**Goal of the exercise**
Leaving out the images, please reproduce each line below exactly.
§ §
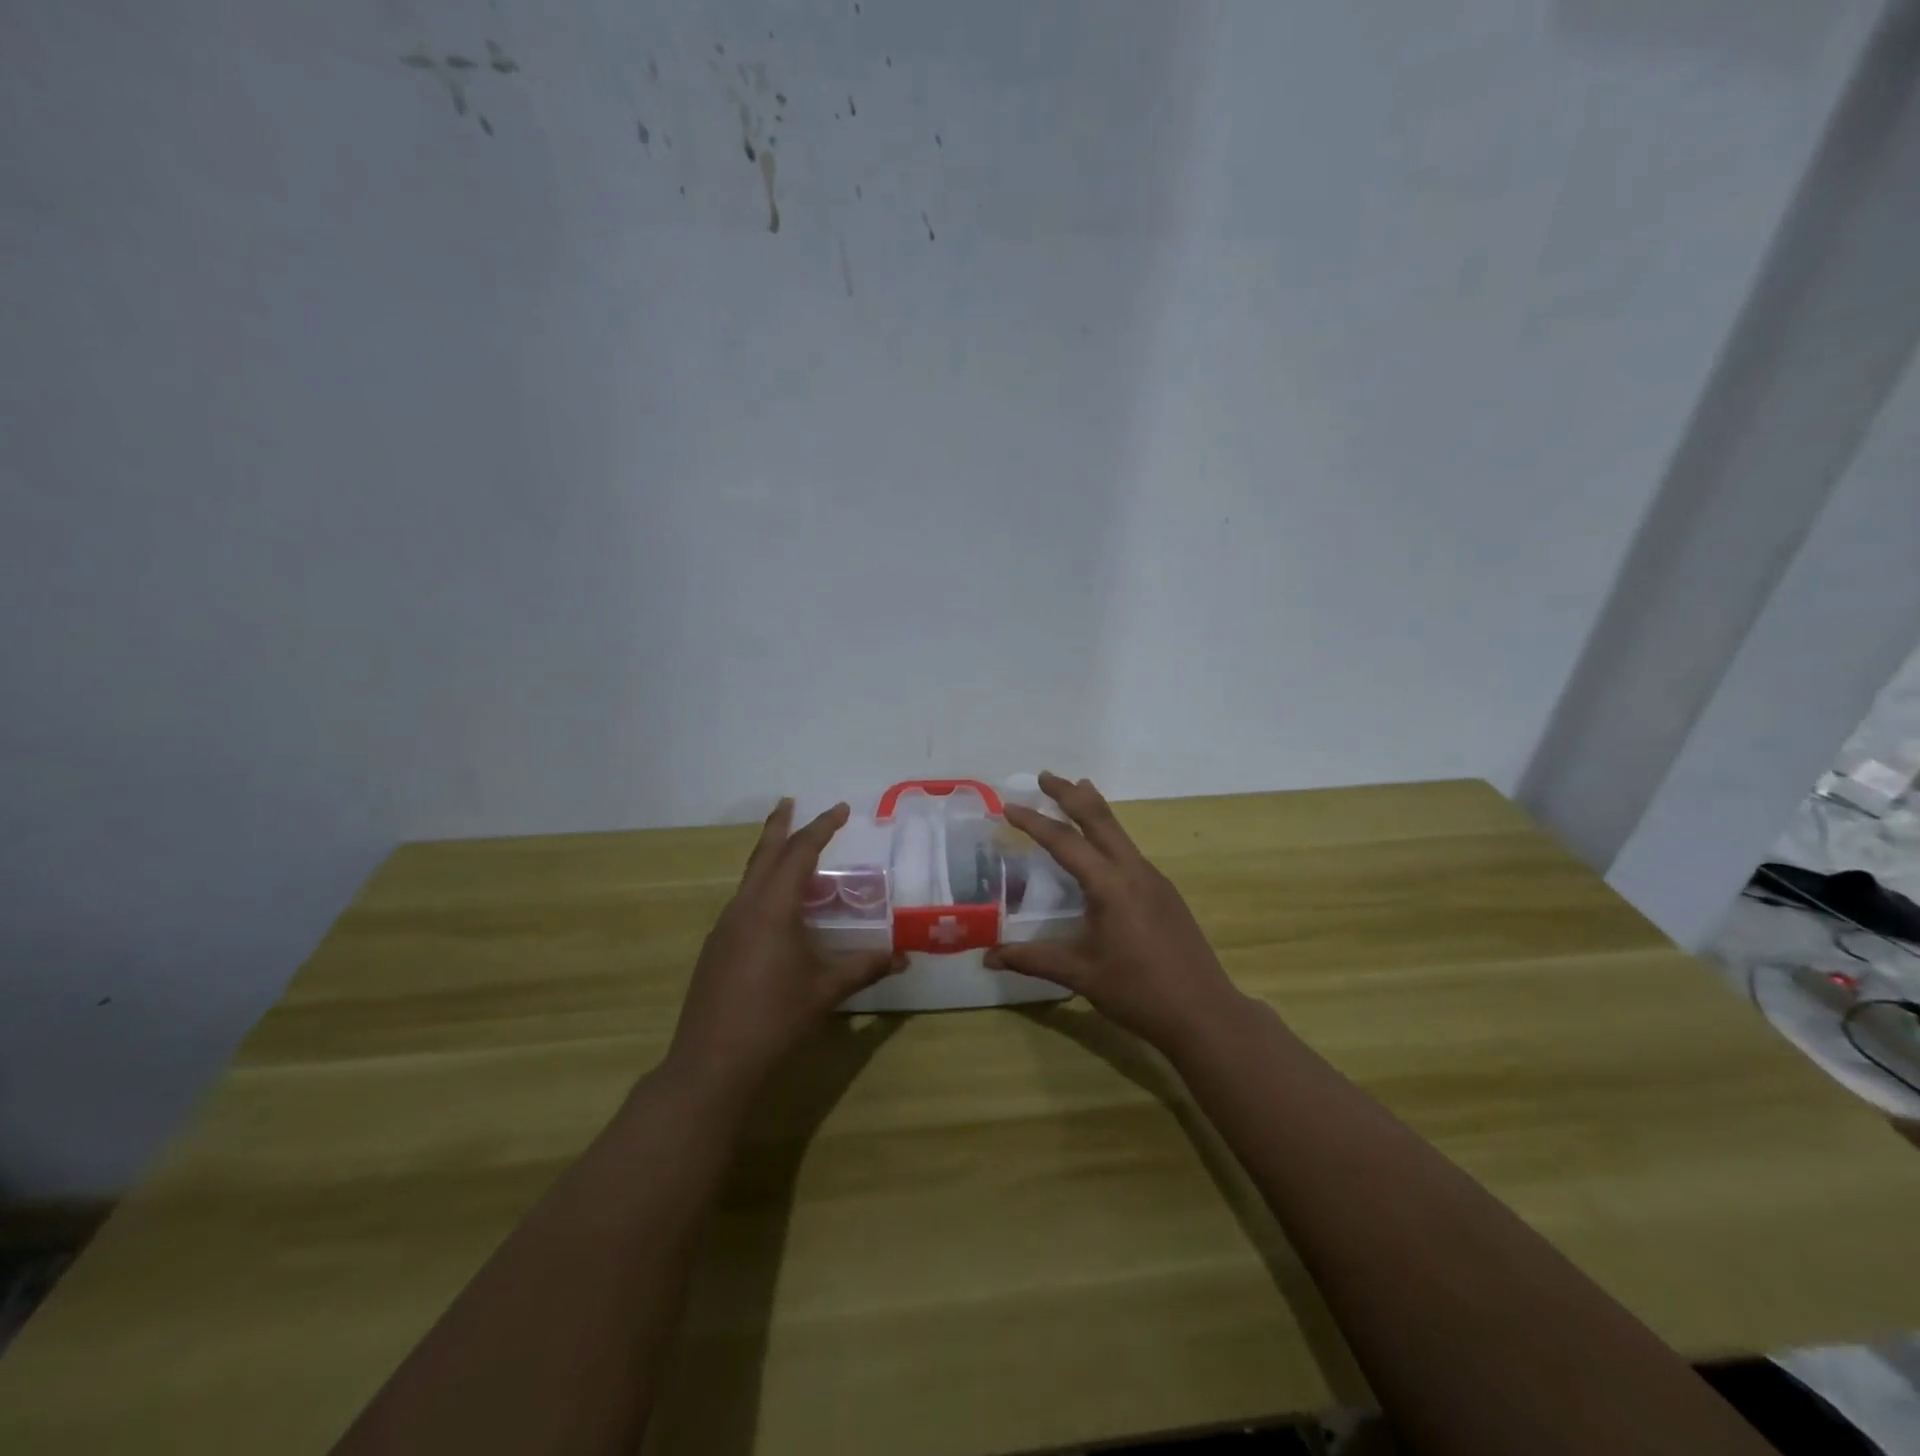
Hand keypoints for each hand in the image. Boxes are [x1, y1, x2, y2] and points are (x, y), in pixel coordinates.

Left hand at [666, 800, 904, 1097]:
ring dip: (769, 857)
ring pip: (749, 878)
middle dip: (780, 826)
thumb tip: (902, 958)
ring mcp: (725, 927)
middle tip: (791, 803)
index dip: (822, 828)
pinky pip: (743, 901)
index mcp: (772, 908)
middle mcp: (745, 907)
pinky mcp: (716, 948)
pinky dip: (762, 887)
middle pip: (763, 854)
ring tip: (791, 853)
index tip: (840, 809)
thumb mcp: (825, 991)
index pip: (800, 853)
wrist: (711, 1064)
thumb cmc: (774, 1020)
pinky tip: (775, 909)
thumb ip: (864, 968)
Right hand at [985, 772, 1245, 1053]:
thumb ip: (1032, 959)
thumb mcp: (1080, 974)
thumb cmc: (1137, 991)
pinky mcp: (1165, 892)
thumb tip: (988, 957)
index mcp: (1109, 885)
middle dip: (1069, 794)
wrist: (1204, 1012)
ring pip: (1118, 831)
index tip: (1008, 805)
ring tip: (1076, 790)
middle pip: (1099, 818)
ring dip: (1093, 809)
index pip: (1064, 842)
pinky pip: (1129, 850)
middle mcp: (1133, 870)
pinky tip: (1102, 850)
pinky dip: (1108, 835)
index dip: (1034, 821)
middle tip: (1044, 776)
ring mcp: (1154, 879)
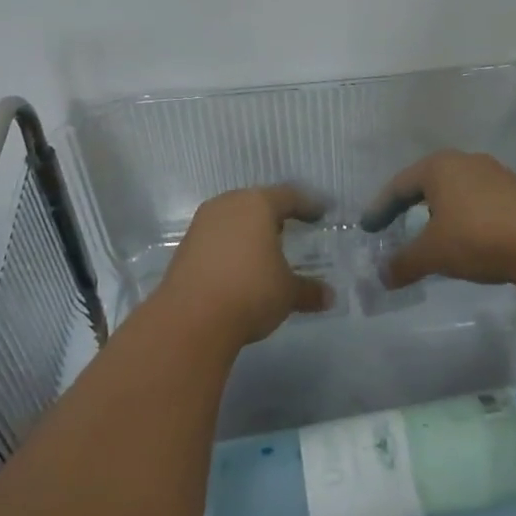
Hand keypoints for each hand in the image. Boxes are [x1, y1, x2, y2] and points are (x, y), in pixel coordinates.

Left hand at [156, 185, 331, 345]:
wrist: (191, 318)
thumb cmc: (250, 292)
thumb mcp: (287, 293)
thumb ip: (308, 290)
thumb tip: (329, 297)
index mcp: (258, 205)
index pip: (289, 196)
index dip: (307, 205)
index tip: (320, 213)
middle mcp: (228, 205)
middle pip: (256, 203)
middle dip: (274, 215)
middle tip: (290, 228)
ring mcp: (202, 224)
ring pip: (233, 218)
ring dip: (249, 230)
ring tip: (264, 248)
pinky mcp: (185, 246)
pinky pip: (216, 237)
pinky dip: (230, 246)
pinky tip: (238, 265)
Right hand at [361, 150, 515, 288]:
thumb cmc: (476, 237)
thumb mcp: (433, 253)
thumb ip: (404, 263)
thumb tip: (382, 276)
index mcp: (438, 167)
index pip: (399, 185)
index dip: (380, 208)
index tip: (368, 227)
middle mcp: (465, 161)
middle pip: (427, 183)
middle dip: (409, 205)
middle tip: (395, 224)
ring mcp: (494, 174)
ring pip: (456, 190)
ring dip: (439, 211)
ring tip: (431, 234)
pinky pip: (479, 201)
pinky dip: (464, 217)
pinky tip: (466, 238)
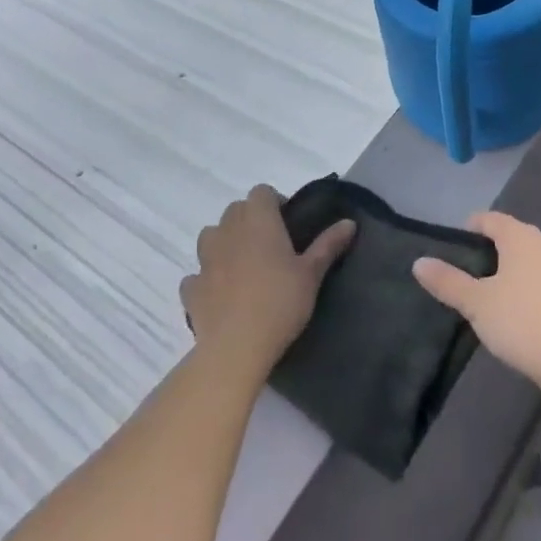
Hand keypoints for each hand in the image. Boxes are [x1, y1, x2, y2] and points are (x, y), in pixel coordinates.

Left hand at [180, 185, 355, 375]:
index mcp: (258, 221)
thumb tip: (349, 222)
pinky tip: (221, 293)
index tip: (288, 224)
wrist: (235, 349)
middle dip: (250, 220)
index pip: (262, 192)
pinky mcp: (191, 288)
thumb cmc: (280, 303)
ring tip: (243, 265)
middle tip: (271, 245)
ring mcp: (205, 259)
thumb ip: (328, 245)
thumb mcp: (312, 274)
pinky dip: (207, 278)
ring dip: (224, 242)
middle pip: (235, 209)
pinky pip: (197, 273)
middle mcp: (228, 231)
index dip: (274, 202)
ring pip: (211, 236)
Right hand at [411, 212, 540, 398]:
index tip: (454, 243)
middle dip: (490, 247)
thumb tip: (419, 262)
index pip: (491, 219)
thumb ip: (448, 282)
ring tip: (489, 289)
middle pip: (511, 235)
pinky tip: (516, 306)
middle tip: (467, 268)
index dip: (471, 226)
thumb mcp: (477, 303)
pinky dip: (526, 281)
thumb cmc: (521, 321)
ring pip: (529, 255)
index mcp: (520, 237)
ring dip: (510, 265)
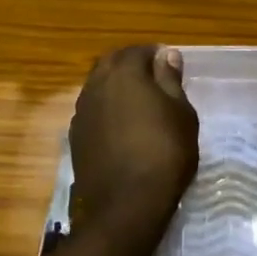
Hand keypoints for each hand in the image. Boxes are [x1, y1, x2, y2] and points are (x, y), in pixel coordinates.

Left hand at [68, 45, 198, 243]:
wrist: (125, 204)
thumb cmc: (164, 152)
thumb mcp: (181, 113)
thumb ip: (170, 79)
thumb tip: (167, 53)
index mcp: (124, 72)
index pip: (138, 50)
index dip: (155, 54)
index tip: (169, 65)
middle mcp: (97, 84)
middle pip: (112, 63)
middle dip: (131, 65)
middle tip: (153, 79)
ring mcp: (82, 110)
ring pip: (98, 85)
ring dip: (116, 86)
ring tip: (138, 103)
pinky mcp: (75, 135)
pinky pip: (92, 109)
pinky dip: (106, 109)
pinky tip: (120, 126)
§ §
**Result for this exercise**
Hand keypoints for each hand in the image. Boxes are [x1, y1, x2, y2] and points are (x, y), in pixel coordinates.

Left hand at [666, 800, 904, 1097]:
ring dip: (769, 857)
ring pip: (749, 878)
middle dip: (780, 826)
thumb tip: (902, 958)
ring mcp: (725, 927)
middle tip: (791, 803)
index dip: (822, 828)
pinky pip: (743, 901)
index mcp: (772, 908)
middle mcp: (745, 907)
pinky mcp: (716, 948)
pinky dip: (762, 887)
middle pip: (763, 854)
ring tip: (791, 853)
index tip: (840, 809)
thumb mcp: (825, 991)
index pip: (800, 853)
wrist: (711, 1064)
thumb cmc: (774, 1020)
pinky tip: (775, 909)
thumb ip: (864, 968)
Right hand at [985, 772, 1245, 1053]:
thumb ip: (1032, 959)
thumb mcp: (1080, 974)
thumb cmc: (1137, 991)
pinky mcp: (1165, 892)
thumb tip: (988, 957)
index mcp: (1109, 885)
middle dip: (1069, 794)
wrist: (1204, 1012)
ring pip: (1118, 831)
index tip: (1008, 805)
ring tip: (1076, 790)
middle pip: (1099, 818)
ring dip: (1093, 809)
index pip: (1064, 842)
pinky pip: (1129, 850)
middle mcp: (1133, 870)
pinky tip: (1102, 850)
pinky dip: (1108, 835)
index dip: (1034, 821)
middle tip: (1044, 776)
ring mcp: (1154, 879)
Hand keypoints for each hand in the image. Boxes are [x1, y1, x2, y2] and points are (x, y), in pixel coordinates.

Left hand at [156, 185, 331, 345]:
wrist: (191, 318)
thumb cmc: (250, 292)
thumb mcp: (287, 293)
thumb ip: (308, 290)
thumb tip: (329, 297)
index mcp: (258, 205)
index pip: (289, 196)
index dip: (307, 205)
index tip: (320, 213)
middle mcp: (228, 205)
middle pip: (256, 203)
middle dip: (274, 215)
middle tip: (290, 228)
ring mcp: (202, 224)
ring pip: (233, 218)
ring dip: (249, 230)
ring tip: (264, 248)
pinky mcp: (185, 246)
pinky pip: (216, 237)
pinky dip: (230, 246)
pinky tip: (238, 265)
Right hand at [361, 150, 515, 288]:
thumb cmc: (476, 237)
thumb mcp: (433, 253)
thumb ip: (404, 263)
thumb tip: (382, 276)
index mcp: (438, 167)
index pip: (399, 185)
index dip: (380, 208)
index tip: (368, 227)
middle mcp: (465, 161)
middle pip: (427, 183)
middle dip: (409, 205)
middle tip: (395, 224)
ring mcp: (494, 174)
ring pip: (456, 190)
ring dip: (439, 211)
ring tip: (431, 234)
pinky pip: (479, 201)
pinky dip: (464, 217)
pinky tip: (466, 238)
Hand keypoints for each hand in the image. Boxes are [x1, y1, x2, y2] and points are (x, y), in pixel coordinates.

Left hand at [180, 185, 355, 375]:
index mcp: (258, 221)
thumb tip: (349, 222)
pinky tip: (221, 293)
index tip: (288, 224)
wrist: (235, 349)
middle dip: (250, 220)
index pip: (262, 192)
pinky mcp: (191, 288)
thumb cmc: (280, 303)
ring tip: (243, 265)
middle tip: (271, 245)
ring mcp: (205, 259)
thumb ip: (328, 245)
thumb mcp: (312, 274)
pinky dip: (207, 278)
ring dip: (224, 242)
middle pip: (235, 209)
pinky pip: (197, 273)
middle mcp: (228, 231)
index dip: (274, 202)
ring pip: (211, 236)
Right hand at [411, 212, 540, 398]:
index tip: (454, 243)
middle dip: (490, 247)
thumb tip: (419, 262)
index pip: (491, 219)
thumb ip: (448, 282)
ring tip: (489, 289)
middle pip: (511, 235)
pinky tip: (516, 306)
middle tip: (467, 268)
index dip: (471, 226)
thumb mcp: (477, 303)
pinky dip: (526, 281)
thumb cmc: (521, 321)
ring pip: (529, 255)
index mcp: (520, 237)
ring dip: (510, 265)
Hand keypoints for each hand in the image. Boxes are [x1, y1, x2, y2] and points are (x, y), in pixel coordinates.

Left hand at [68, 45, 198, 243]:
wrist: (125, 204)
thumb cmc: (164, 152)
thumb mcp: (181, 113)
thumb ip: (170, 79)
thumb tip: (167, 53)
index mcp: (124, 72)
index pip: (138, 50)
index dip: (155, 54)
index tip: (169, 65)
middle mcp: (97, 84)
middle pip: (112, 63)
middle dip: (131, 65)
middle tip: (153, 79)
ring mcp: (82, 110)
ring pip: (98, 85)
ring dip: (116, 86)
ring tip: (138, 103)
pinky mcp: (75, 135)
pinky pip: (92, 109)
pinky dip: (106, 109)
pinky tip: (120, 126)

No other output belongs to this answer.